Per ascoltare invece di leggere:
Negli ultimi anni la “generosità” mediatica ci permette di partecipare in prima fila alle guerre in corso. Questo da una parte è un bene, soddisfa il diritto di cronaca e il diritto di essere informati, dall’altro svela qualcosa di perverso dei nostri tempi: la possibilità che tutto, il bene e il male, vengano documentati, filmati, insomma iper-esposti e spesso scambiati per finzione. Poiché la censura evoca cupi ricordi di passati regimi e si tende a … censurare la censura (non sempre, per fortuna), bisognerebbe però almeno dover filtrare scene da mostrare e scene da tenere in archivio riservandole ai posteri.
Vediamo e rivediamo, in Iraq come a Odessa, in Barhein come in Libano e in Russia droni che colpiscono e annientano edifici. Al di là del fatto che l’inflazione dell’orrore ci rende quasi impermeabili alla consapevolezza che ciascuno di quei droni possa aver distrutto persone e case e cose, facendoci assimilare scene reali con sequenze di un film, resta il fatto che nella missione -chiamiamola così – del drone, c’è qualcosa di doppiamente crudele.
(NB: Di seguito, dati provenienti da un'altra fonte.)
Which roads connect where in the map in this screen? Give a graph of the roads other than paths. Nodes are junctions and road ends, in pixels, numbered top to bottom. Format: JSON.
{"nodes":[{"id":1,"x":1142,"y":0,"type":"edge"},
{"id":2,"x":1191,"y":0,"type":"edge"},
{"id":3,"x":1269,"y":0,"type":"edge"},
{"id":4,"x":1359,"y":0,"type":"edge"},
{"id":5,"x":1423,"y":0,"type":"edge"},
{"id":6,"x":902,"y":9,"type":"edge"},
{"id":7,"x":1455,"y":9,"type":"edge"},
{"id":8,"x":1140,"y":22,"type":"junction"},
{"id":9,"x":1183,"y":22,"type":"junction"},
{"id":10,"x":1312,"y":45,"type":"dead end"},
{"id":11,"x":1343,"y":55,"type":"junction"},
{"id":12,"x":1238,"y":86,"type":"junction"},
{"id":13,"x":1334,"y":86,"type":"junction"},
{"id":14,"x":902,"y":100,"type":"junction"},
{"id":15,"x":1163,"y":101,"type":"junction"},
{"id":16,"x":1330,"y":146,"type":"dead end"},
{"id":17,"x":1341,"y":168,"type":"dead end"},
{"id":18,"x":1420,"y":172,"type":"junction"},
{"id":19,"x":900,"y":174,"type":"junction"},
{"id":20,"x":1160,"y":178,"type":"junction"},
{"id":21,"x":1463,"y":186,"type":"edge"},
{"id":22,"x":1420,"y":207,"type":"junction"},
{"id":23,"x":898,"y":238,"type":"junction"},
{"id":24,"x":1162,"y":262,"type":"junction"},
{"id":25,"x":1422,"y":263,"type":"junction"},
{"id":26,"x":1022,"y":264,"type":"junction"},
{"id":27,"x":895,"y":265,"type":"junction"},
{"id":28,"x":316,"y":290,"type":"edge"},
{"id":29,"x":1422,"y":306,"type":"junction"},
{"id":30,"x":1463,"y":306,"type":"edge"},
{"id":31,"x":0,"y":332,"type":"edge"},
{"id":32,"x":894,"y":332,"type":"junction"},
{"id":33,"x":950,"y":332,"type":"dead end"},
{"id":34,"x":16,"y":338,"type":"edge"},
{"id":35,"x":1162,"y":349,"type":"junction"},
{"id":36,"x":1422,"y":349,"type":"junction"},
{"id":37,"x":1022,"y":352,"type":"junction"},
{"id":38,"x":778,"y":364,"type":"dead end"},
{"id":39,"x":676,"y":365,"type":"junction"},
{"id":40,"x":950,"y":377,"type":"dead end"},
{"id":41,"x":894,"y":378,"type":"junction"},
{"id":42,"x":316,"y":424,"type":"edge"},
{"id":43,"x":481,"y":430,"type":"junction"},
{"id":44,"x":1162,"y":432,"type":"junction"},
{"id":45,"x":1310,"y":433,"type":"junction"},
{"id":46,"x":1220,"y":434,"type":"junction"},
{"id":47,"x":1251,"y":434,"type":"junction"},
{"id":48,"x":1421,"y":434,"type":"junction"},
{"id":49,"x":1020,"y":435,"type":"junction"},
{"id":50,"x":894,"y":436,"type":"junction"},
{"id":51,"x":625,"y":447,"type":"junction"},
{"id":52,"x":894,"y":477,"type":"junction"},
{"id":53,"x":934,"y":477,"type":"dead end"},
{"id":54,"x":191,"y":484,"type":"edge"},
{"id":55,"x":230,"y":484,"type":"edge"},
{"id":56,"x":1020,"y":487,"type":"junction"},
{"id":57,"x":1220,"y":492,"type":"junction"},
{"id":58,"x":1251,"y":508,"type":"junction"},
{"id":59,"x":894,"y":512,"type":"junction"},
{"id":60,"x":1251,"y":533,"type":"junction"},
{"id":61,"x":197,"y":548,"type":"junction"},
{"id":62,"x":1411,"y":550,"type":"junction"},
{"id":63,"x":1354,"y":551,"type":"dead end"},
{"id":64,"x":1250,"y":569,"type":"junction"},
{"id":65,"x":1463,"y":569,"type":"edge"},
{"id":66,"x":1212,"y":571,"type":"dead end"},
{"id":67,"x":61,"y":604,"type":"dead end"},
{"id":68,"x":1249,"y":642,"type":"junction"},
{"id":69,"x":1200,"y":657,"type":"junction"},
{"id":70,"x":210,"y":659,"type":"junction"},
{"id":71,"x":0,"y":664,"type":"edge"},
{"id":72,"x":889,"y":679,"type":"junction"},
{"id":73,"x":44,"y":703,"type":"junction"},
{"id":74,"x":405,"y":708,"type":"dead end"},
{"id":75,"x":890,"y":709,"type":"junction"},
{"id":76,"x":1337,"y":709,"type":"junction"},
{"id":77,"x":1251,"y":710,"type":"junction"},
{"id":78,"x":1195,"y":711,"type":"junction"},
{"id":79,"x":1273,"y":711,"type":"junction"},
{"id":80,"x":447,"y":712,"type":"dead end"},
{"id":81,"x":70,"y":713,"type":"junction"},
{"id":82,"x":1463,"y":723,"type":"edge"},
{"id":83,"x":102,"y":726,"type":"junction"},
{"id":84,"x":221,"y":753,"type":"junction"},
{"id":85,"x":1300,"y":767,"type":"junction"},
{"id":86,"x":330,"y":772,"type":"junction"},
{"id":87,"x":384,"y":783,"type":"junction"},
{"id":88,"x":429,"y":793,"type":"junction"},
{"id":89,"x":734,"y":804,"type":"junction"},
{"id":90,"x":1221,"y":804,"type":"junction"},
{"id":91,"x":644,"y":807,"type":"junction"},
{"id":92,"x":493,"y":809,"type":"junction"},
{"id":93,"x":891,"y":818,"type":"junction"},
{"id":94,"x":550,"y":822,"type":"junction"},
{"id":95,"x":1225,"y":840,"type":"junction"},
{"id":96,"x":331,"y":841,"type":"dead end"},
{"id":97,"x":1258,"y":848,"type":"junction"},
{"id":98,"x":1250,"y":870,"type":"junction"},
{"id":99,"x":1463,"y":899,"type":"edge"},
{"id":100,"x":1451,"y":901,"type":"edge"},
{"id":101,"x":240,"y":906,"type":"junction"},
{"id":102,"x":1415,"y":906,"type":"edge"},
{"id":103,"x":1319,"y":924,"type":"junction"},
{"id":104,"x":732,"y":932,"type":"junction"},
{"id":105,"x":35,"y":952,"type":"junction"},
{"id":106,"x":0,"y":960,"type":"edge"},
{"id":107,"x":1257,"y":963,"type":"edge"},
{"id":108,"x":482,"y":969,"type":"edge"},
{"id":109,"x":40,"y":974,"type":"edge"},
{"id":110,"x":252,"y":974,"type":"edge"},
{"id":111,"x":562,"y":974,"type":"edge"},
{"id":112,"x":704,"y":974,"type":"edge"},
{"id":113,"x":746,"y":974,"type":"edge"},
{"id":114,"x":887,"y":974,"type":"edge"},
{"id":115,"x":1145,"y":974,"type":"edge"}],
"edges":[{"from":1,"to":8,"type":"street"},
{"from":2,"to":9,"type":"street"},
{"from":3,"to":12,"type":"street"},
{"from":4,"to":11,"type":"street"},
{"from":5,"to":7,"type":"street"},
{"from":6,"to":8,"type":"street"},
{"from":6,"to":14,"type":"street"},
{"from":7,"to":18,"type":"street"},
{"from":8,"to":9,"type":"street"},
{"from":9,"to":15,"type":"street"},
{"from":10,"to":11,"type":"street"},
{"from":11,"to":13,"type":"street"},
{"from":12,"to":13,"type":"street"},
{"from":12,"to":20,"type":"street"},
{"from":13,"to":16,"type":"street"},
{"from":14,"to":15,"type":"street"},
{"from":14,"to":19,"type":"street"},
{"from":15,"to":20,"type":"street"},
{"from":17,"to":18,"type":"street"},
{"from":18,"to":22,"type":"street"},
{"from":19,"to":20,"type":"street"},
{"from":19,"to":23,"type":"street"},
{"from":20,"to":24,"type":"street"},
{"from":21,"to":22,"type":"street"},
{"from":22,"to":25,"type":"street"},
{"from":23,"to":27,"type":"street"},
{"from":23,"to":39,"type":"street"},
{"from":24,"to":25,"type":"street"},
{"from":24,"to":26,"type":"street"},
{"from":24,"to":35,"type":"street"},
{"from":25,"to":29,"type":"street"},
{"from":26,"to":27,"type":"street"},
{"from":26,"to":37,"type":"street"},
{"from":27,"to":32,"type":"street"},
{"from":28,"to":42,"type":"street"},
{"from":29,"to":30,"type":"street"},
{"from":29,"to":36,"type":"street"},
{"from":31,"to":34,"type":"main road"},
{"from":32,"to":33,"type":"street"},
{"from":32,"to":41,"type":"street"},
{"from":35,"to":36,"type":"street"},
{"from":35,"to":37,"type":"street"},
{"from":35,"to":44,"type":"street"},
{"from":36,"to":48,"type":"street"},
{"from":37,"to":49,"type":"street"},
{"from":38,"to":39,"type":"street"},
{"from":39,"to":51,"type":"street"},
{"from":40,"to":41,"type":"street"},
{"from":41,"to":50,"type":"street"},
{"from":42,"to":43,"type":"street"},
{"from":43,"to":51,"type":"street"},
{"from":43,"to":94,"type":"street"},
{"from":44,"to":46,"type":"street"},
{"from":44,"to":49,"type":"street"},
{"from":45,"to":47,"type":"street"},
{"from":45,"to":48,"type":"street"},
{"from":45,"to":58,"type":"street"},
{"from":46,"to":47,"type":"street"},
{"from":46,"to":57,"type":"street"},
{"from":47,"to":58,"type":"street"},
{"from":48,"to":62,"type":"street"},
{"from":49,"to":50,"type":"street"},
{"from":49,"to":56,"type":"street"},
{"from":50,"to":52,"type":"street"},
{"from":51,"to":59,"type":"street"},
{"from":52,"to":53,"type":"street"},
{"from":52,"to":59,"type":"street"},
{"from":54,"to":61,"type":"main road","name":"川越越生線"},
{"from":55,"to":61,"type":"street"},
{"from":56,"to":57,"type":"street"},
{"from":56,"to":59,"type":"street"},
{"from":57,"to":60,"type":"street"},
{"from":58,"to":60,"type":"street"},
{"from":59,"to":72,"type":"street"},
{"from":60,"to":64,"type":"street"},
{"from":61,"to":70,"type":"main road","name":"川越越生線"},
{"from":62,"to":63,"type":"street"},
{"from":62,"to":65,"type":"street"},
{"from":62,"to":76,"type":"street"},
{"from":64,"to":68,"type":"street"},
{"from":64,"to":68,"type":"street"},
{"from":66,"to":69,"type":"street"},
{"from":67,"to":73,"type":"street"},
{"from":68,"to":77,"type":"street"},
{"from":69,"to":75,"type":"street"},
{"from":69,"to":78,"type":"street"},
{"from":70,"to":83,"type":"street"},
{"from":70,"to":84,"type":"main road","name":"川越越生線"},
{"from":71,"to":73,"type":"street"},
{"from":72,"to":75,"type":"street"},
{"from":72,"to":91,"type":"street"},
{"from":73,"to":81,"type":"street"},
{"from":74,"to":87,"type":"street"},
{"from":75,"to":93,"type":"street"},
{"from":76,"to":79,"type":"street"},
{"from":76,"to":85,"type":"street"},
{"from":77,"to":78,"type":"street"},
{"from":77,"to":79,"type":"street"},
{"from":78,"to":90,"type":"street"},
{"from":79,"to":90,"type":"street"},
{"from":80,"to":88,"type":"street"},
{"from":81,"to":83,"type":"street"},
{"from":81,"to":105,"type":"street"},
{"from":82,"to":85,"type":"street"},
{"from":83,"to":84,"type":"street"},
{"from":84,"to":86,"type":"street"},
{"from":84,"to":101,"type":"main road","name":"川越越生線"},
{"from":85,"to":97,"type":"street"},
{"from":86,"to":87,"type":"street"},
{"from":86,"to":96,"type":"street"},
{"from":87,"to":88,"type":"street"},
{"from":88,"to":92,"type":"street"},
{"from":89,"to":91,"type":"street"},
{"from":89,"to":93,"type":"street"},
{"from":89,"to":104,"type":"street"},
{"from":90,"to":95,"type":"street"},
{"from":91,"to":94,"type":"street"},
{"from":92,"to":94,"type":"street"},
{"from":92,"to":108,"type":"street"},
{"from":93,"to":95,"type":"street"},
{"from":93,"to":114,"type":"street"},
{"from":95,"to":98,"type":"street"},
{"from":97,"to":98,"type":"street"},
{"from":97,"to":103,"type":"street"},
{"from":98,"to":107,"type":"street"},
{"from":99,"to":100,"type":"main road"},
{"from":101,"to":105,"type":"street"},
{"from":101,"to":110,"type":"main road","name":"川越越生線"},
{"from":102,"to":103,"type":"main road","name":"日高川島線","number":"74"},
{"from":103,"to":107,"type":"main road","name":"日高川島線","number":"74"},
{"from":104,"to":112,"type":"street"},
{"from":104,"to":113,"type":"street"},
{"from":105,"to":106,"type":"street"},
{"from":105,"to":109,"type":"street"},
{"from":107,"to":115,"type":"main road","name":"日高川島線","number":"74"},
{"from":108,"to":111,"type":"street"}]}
I tradizionali e pur micidiali missili – balistici, di crociera, ipersonici, a testata nucleare – sono progettati per distruggere rapidamente un bersaglio, seguendo un percorso più o meno prevedibile o intercettabile e finiscono insieme alle loro vittime, sono insomma i kamikaze della tecnologia bellica. Al contrario, l’intelligenza perversa del drone sta nel fatto di poter essere controllato a distanza, e dunque di poter cambiare rotta in tempo reale, facendo marameo ai radar. Oltre a ciò, in qualche caso può anche essere recuperato e tornarsene illeso alla base. Insomma un oggetto che da una parte potrebbe ricordare un areoplanino telecomandato, dall’altra una delle voraci Arpie della mitologia greca inviate dagli dei a punire o tormentare i mortali.
Insomma, un drone potrebbe essere definito una macchina intelligente, se non fosse per le sciagurate conseguenze delle azioni che compie, di cui beninteso è solo il sicario, non il mandante. Colpisce il suo profilo simile a un aereo, ma cieco, privo di cabina di comando, a sottolineare appunto la cecità di quelle azioni.
Da tempo sentiamo parlare di guerre asimmetriche, quando sono in campo da una parte eserciti statali regolari, ben equipaggiati, dall’altra formazioni irregolari come gruppi terroristici, insurrezionalisti, guerriglieri, cellule segrete o anche quando una parte in conflitto utilizza attacchi informatici. Ma che cosa c’è di più asimmetrico di uno che fa la guerra al sicuro dentro una base militare spesso dall’altra parte del mondo rispetto a dove muore la gente da lui colpita? Che cosa c’è di più asimmetrico e di più infame di uno che magari avrà quasi la sensazione di giocare a un innocente e asettico videogame nel tracciare il percorso del suo drone “intelligente” contro bersagli inermi?
Forse “asimmetrica” sta diventando la mente umana: rivolta sempre più preferibilmente verso il male piuttosto che non tanto verso il bene, quanto verso un elementare, intelligente buon senso.